Learning Centre (Romford) Ltd (TLC) provided education, activities, and entertainment to vulnerable adults with learning difficulties during working hours, Monday to Friday. TLC provided the students attending the centre with meals, including assistance with eating where required, administered medication, and personal care.  HMRC accepted that TLC provided ‘welfare services’ but did not agree that TLC met the conditions to exempt those services from VAT. Under UK legislation welfare services are exempt only when supplied by charities public bodies and “state regulated private welfare institutions or agencies”. HMRC did not accept that TLC was state regulated.

The Tribunal agreed that TLC was not state regulated as defined by the legislation, but went on to rule that the UK has unlawfully exercised the discretion conferred on it by the EU VAT Directive in choosing the regulation of welfare facilities as the criterion by which suppliers devoted to social wellbeing are ‘recognised’ for exemption, because the law on regulation could lead to discrimination in VAT treatment between identical services.
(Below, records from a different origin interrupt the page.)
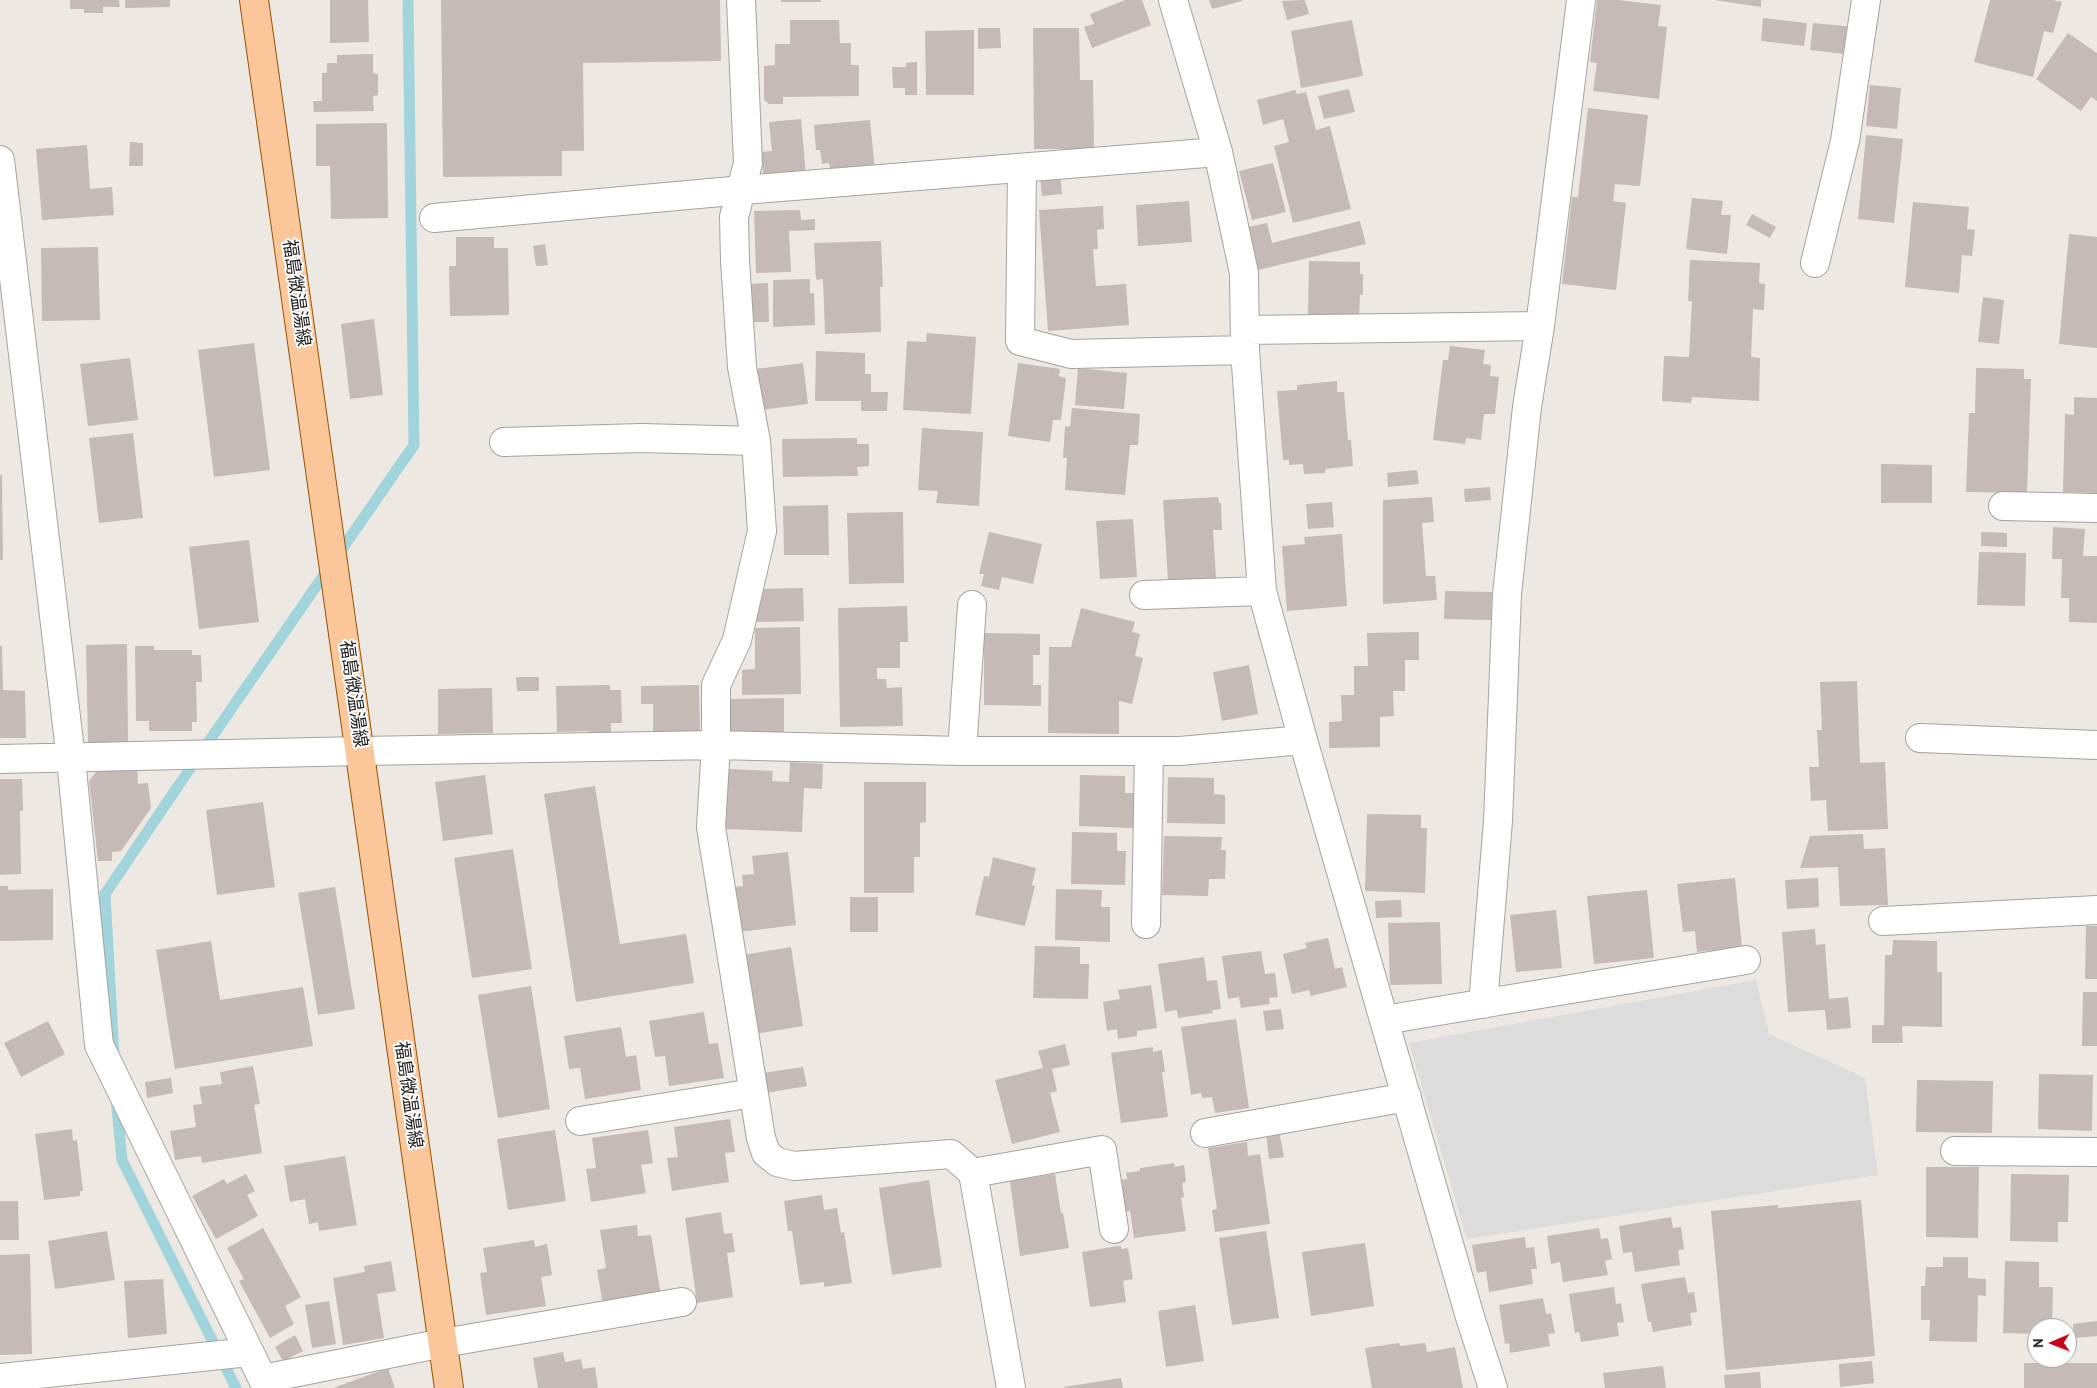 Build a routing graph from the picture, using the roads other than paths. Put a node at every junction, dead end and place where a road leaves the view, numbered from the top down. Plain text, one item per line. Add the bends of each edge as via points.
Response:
1 (254, 0) edge
2 (741, 0) edge
3 (1173, 0) edge
4 (1581, 0) edge
5 (1866, 0) edge
6 (1218, 152) junction
7 (0, 160) edge
8 (1022, 168) junction
9 (742, 190) junction
10 (434, 218) dead end
11 (1815, 263) dead end
12 (1540, 326) junction
13 (1245, 340) junction
14 (756, 441) junction
15 (504, 442) dead end
16 (2003, 506) dead end
17 (2097, 508) edge
18 (1262, 591) junction
19 (1144, 595) dead end
20 (972, 605) dead end
21 (1920, 738) dead end
22 (1303, 740) junction
23 (716, 745) junction
24 (2097, 745) edge
25 (361, 750) junction
26 (962, 751) junction
27 (1150, 751) junction
28 (0, 759) edge
29 (71, 759) junction
30 (2097, 910) edge
31 (1883, 921) dead end
32 (1146, 924) dead end
33 (1746, 960) dead end
34 (1483, 1004) junction
35 (1384, 1020) junction
36 (753, 1093) junction
37 (1407, 1097) junction
38 (580, 1121) dead end
39 (1205, 1133) dead end
40 (1954, 1151) dead end
41 (2097, 1152) edge
42 (974, 1173) junction
43 (1114, 1229) dead end
44 (682, 1302) dead end
45 (443, 1343) junction
46 (249, 1352) junction
47 (0, 1378) edge
48 (265, 1384) edge
49 (449, 1388) edge
50 (1011, 1388) edge
51 (1493, 1388) edge

1 - 25 main road, 福島微温湯線
2 - 9 street via 748,163
3 - 6 street
4 - 12 street
5 - 11 street via 1845,141
6 - 8 street
6 - 13 street via 1244,273
7 - 29 street
8 - 9 street
8 - 13 street via 1020,341 1071,354
9 - 10 street
9 - 14 street via 734,217 735,260 742,367
12 - 13 street
12 - 34 street via 1527,407 1507,594 1498,821
13 - 18 street
14 - 15 street via 641,438
14 - 23 street via 762,531 737,640 716,684
16 - 17 street
18 - 19 street
18 - 22 street
20 - 26 street
21 - 24 street
22 - 27 street
22 - 35 street
23 - 25 street
23 - 26 street
23 - 36 street via 711,827
25 - 29 street
25 - 45 main road, 福島微温湯線
26 - 27 street
27 - 32 street
28 - 29 street
29 - 46 street via 98,1045
30 - 31 street
33 - 34 street
34 - 35 street
35 - 37 street
36 - 38 street
36 - 42 street via 766,1153 777,1162 794,1166 951,1154
37 - 39 street
37 - 51 street
40 - 41 street
42 - 43 street via 1102,1150
42 - 50 street
44 - 45 street
45 - 48 street
45 - 49 main road, 福島微温湯線
46 - 47 street
46 - 48 street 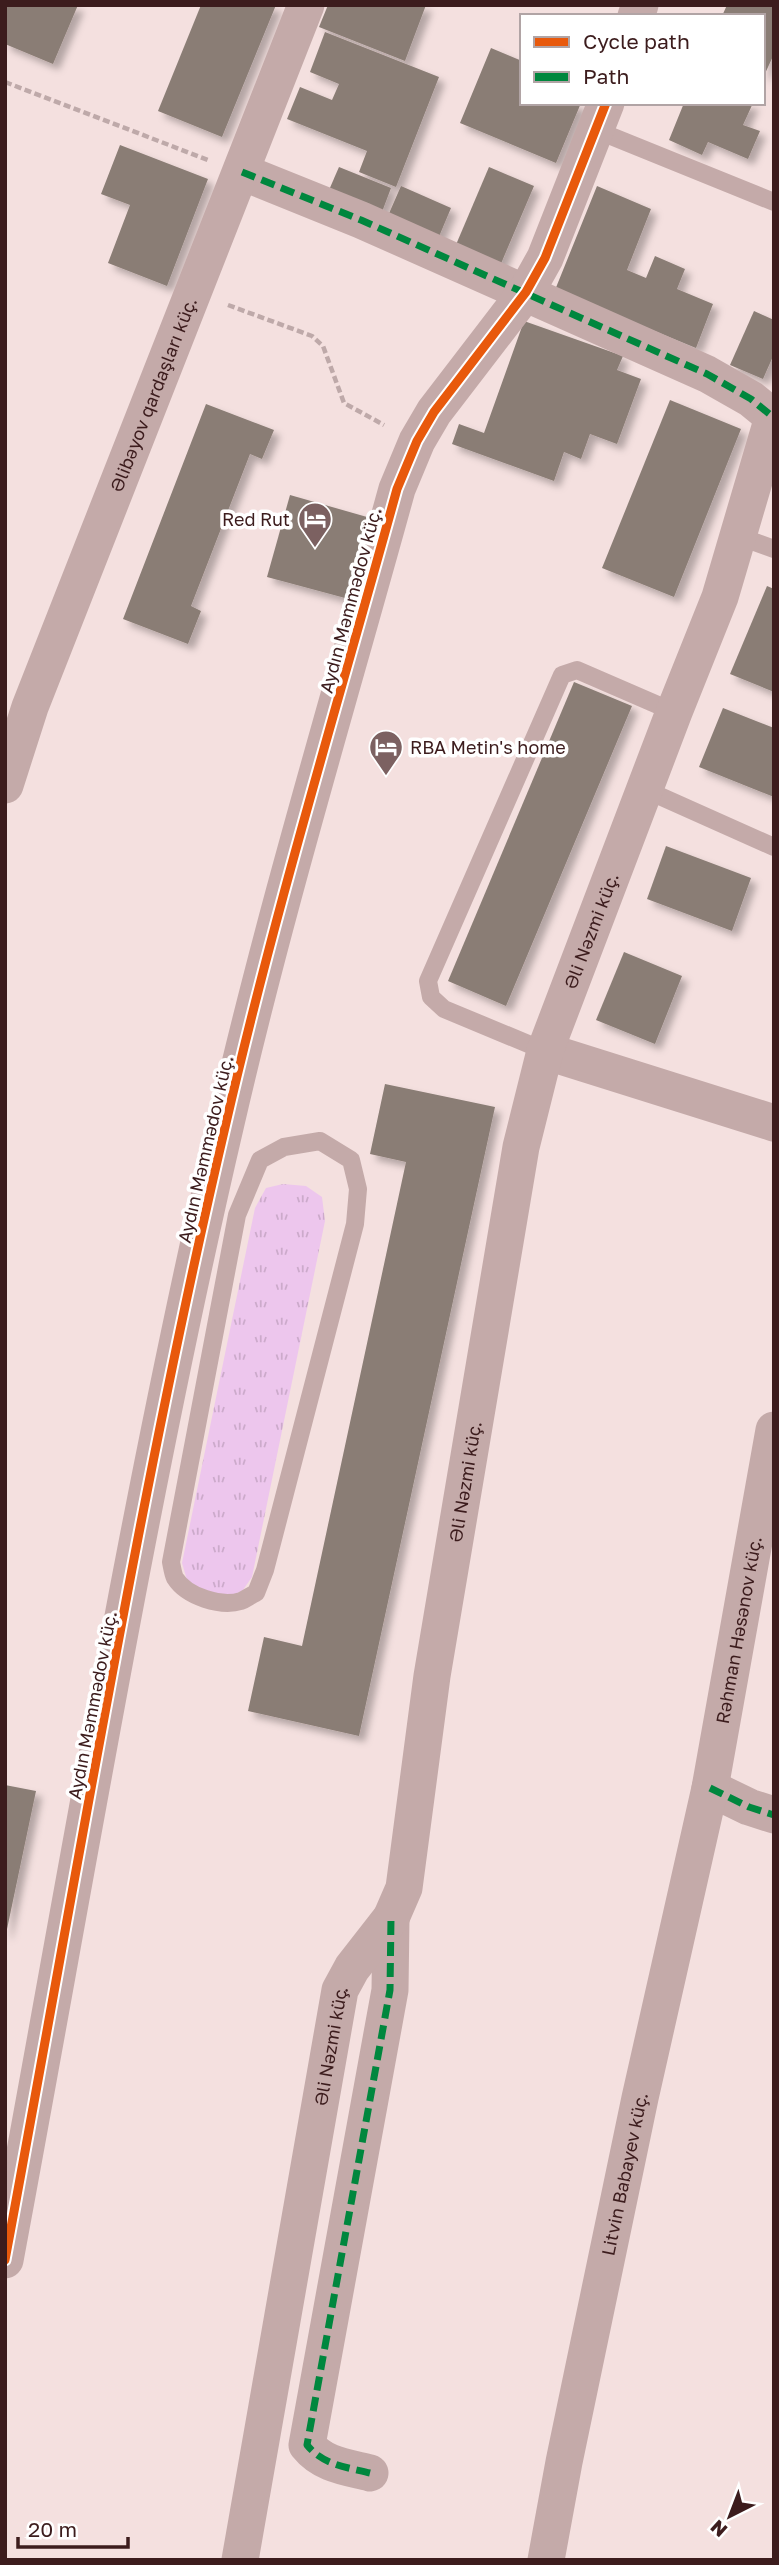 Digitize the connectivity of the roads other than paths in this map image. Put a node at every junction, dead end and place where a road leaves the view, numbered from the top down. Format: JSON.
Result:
{"nodes":[{"id":1,"x":306,"y":5,"type":"edge"},
{"id":2,"x":601,"y":117,"type":"edge"},
{"id":3,"x":242,"y":173,"type":"junction"},
{"id":4,"x":774,"y":202,"type":"edge"},
{"id":5,"x":526,"y":292,"type":"junction"},
{"id":6,"x":774,"y":417,"type":"edge"},
{"id":7,"x":738,"y":536,"type":"junction"},
{"id":8,"x":774,"y":550,"type":"edge"},
{"id":9,"x":674,"y":712,"type":"junction"},
{"id":10,"x":5,"y":785,"type":"edge"},
{"id":11,"x":644,"y":789,"type":"junction"},
{"id":12,"x":774,"y":847,"type":"edge"},
{"id":13,"x":545,"y":1051,"type":"junction"},
{"id":14,"x":774,"y":1123,"type":"edge"},
{"id":15,"x":166,"y":1393,"type":"junction"},
{"id":16,"x":203,"y":1400,"type":"junction"},
{"id":17,"x":774,"y":1430,"type":"edge"},
{"id":18,"x":710,"y":1788,"type":"junction"},
{"id":19,"x":774,"y":1815,"type":"edge"},
{"id":20,"x":391,"y":1918,"type":"junction"},
{"id":21,"x":5,"y":2260,"type":"edge"},
{"id":22,"x":370,"y":2473,"type":"dead end"},
{"id":23,"x":240,"y":2560,"type":"edge"},
{"id":24,"x":546,"y":2560,"type":"edge"}],
"edges":[{"from":1,"to":3,"type":"street","name":"Əlibəyov qardaşları küç."},
{"from":2,"to":4,"type":"lane"},
{"from":2,"to":5,"type":"street","name":"Aydın Məmmədov küç."},
{"from":3,"to":5,"type":"street"},
{"from":3,"to":10,"type":"street","name":"Əlibəyov qardaşları küç."},
{"from":5,"to":6,"type":"street"},
{"from":5,"to":15,"type":"street","name":"Aydın Məmmədov küç."},
{"from":6,"to":7,"type":"street","name":"Əli Nəzmi küç."},
{"from":7,"to":8,"type":"lane"},
{"from":7,"to":9,"type":"street","name":"Əli Nəzmi küç."},
{"from":9,"to":11,"type":"street","name":"Əli Nəzmi küç."},
{"from":9,"to":13,"type":"lane"},
{"from":11,"to":12,"type":"lane"},
{"from":11,"to":13,"type":"street","name":"Əli Nəzmi küç."},
{"from":13,"to":14,"type":"street"},
{"from":13,"to":20,"type":"street","name":"Əli Nəzmi küç."},
{"from":15,"to":16,"type":"lane"},
{"from":15,"to":21,"type":"street","name":"Aydın Məmmədov küç."},
{"from":16,"to":16,"type":"lane"},
{"from":17,"to":18,"type":"street","name":"Rəhman Həsənov küç."},
{"from":18,"to":19,"type":"street"},
{"from":18,"to":24,"type":"street","name":"Litvin Babayev küç."},
{"from":20,"to":22,"type":"street"},
{"from":20,"to":23,"type":"street","name":"Əli Nəzmi küç."}]}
It ruled that as the UK’s implementation of the welfare services exemption was unlawful, the company was entitled to rely on the direct effect of the VAT Directive and as a body devoted to social wellbeing its supplies were, and always have been, exempt.

Why it matters: This decision could be very significant for other providers of welfare services, but it seems likely that HMRC will seek to appeal, having done so in an earlier case where the FTT came to a similar conclusion for different reasons. It remains to be seen whether this kind of distortion will be left in UK VAT legislation when we exit the EU.